An exact copy of every entry is required, without the pictures.

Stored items
__________________________________________________
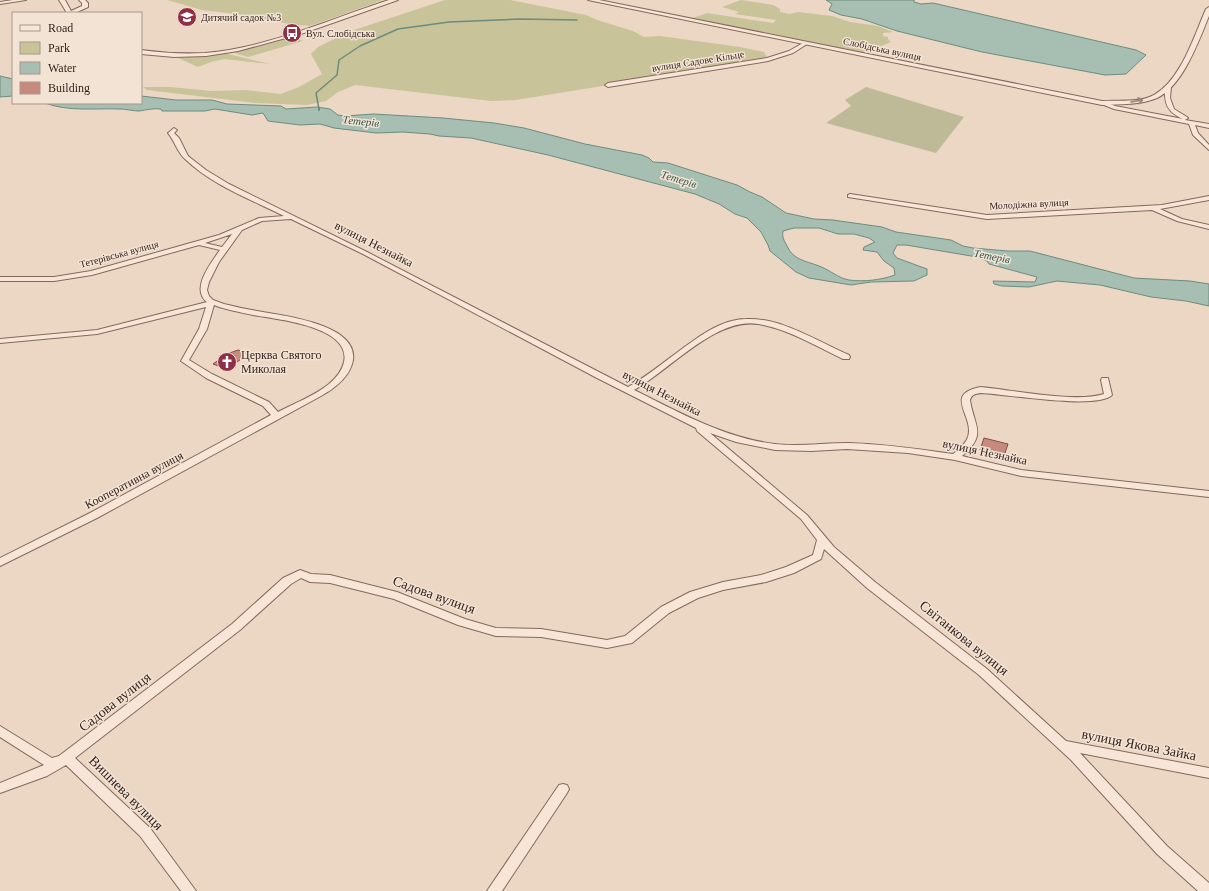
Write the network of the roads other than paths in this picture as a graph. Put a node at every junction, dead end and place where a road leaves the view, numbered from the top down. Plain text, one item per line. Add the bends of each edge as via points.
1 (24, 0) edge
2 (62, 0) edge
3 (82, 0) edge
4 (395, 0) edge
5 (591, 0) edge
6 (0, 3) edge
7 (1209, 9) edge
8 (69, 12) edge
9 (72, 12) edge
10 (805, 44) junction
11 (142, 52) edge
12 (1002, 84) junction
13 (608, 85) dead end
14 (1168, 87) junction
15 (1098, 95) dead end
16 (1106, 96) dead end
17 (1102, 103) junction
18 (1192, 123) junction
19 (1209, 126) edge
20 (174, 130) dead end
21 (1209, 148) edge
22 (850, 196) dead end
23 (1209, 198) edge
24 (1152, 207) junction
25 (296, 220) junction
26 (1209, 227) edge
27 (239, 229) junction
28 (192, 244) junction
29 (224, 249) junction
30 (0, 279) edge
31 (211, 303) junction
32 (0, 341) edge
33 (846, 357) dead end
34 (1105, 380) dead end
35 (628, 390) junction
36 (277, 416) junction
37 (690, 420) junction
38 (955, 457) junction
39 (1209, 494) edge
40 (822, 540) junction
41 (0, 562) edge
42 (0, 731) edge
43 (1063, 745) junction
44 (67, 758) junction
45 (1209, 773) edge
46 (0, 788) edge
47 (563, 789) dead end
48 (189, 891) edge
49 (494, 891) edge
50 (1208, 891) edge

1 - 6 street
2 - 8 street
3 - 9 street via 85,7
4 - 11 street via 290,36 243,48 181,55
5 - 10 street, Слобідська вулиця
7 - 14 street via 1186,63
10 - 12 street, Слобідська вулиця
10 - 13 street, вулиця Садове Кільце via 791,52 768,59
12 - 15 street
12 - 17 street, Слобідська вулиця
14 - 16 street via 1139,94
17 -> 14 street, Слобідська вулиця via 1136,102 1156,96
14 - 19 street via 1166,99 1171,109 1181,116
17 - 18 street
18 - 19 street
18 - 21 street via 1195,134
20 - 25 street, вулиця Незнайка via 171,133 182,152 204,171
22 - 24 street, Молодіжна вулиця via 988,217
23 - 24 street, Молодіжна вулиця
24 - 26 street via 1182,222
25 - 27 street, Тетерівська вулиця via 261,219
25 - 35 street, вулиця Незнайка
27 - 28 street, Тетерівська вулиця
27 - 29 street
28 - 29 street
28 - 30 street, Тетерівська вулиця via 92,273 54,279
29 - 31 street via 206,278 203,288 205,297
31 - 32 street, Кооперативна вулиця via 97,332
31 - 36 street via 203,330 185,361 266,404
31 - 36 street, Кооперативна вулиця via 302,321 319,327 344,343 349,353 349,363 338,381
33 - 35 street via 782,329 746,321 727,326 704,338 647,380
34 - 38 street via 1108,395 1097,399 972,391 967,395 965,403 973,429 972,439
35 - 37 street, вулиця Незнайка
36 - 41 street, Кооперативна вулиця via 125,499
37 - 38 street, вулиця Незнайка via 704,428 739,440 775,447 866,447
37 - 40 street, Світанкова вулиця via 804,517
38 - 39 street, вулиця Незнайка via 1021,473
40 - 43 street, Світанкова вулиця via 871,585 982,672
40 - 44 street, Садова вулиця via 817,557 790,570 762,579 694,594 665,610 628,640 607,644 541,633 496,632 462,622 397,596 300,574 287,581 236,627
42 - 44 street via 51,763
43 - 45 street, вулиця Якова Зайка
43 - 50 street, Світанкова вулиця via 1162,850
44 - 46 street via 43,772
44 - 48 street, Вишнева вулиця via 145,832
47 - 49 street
__________________________________________________
TASK RESULT –
Write the network of the roads other than paths in this picture as a graph. Put a node at every junction, dead end and place where a road leaves the view, numbered from the top down. Plain text, one item per line. Add the bends of each edge as via points.
1 (24, 0) edge
2 (62, 0) edge
3 (82, 0) edge
4 (395, 0) edge
5 (591, 0) edge
6 (0, 3) edge
7 (1209, 9) edge
8 (69, 12) edge
9 (72, 12) edge
10 (805, 44) junction
11 (142, 52) edge
12 (1002, 84) junction
13 (608, 85) dead end
14 (1168, 87) junction
15 (1098, 95) dead end
16 (1106, 96) dead end
17 (1102, 103) junction
18 (1192, 123) junction
19 (1209, 126) edge
20 (174, 130) dead end
21 (1209, 148) edge
22 (850, 196) dead end
23 (1209, 198) edge
24 (1152, 207) junction
25 (296, 220) junction
26 (1209, 227) edge
27 (239, 229) junction
28 (192, 244) junction
29 (224, 249) junction
30 (0, 279) edge
31 (211, 303) junction
32 (0, 341) edge
33 (846, 357) dead end
34 (1105, 380) dead end
35 (628, 390) junction
36 (277, 416) junction
37 (690, 420) junction
38 (955, 457) junction
39 (1209, 494) edge
40 (822, 540) junction
41 (0, 562) edge
42 (0, 731) edge
43 (1063, 745) junction
44 (67, 758) junction
45 (1209, 773) edge
46 (0, 788) edge
47 (563, 789) dead end
48 (189, 891) edge
49 (494, 891) edge
50 (1208, 891) edge

1 - 6 street
2 - 8 street
3 - 9 street via 85,7
4 - 11 street via 290,36 243,48 181,55
5 - 10 street, Слобідська вулиця
7 - 14 street via 1186,63
10 - 12 street, Слобідська вулиця
10 - 13 street, вулиця Садове Кільце via 791,52 768,59
12 - 15 street
12 - 17 street, Слобідська вулиця
14 - 16 street via 1139,94
17 -> 14 street, Слобідська вулиця via 1136,102 1156,96
14 - 19 street via 1166,99 1171,109 1181,116
17 - 18 street
18 - 19 street
18 - 21 street via 1195,134
20 - 25 street, вулиця Незнайка via 171,133 182,152 204,171
22 - 24 street, Молодіжна вулиця via 988,217
23 - 24 street, Молодіжна вулиця
24 - 26 street via 1182,222
25 - 27 street, Тетерівська вулиця via 261,219
25 - 35 street, вулиця Незнайка
27 - 28 street, Тетерівська вулиця
27 - 29 street
28 - 29 street
28 - 30 street, Тетерівська вулиця via 92,273 54,279
29 - 31 street via 206,278 203,288 205,297
31 - 32 street, Кооперативна вулиця via 97,332
31 - 36 street via 203,330 185,361 266,404
31 - 36 street, Кооперативна вулиця via 302,321 319,327 344,343 349,353 349,363 338,381
33 - 35 street via 782,329 746,321 727,326 704,338 647,380
34 - 38 street via 1108,395 1097,399 972,391 967,395 965,403 973,429 972,439
35 - 37 street, вулиця Незнайка
36 - 41 street, Кооперативна вулиця via 125,499
37 - 38 street, вулиця Незнайка via 704,428 739,440 775,447 866,447
37 - 40 street, Світанкова вулиця via 804,517
38 - 39 street, вулиця Незнайка via 1021,473
40 - 43 street, Світанкова вулиця via 871,585 982,672
40 - 44 street, Садова вулиця via 817,557 790,570 762,579 694,594 665,610 628,640 607,644 541,633 496,632 462,622 397,596 300,574 287,581 236,627
42 - 44 street via 51,763
43 - 45 street, вулиця Якова Зайка
43 - 50 street, Світанкова вулиця via 1162,850
44 - 46 street via 43,772
44 - 48 street, Вишнева вулиця via 145,832
47 - 49 street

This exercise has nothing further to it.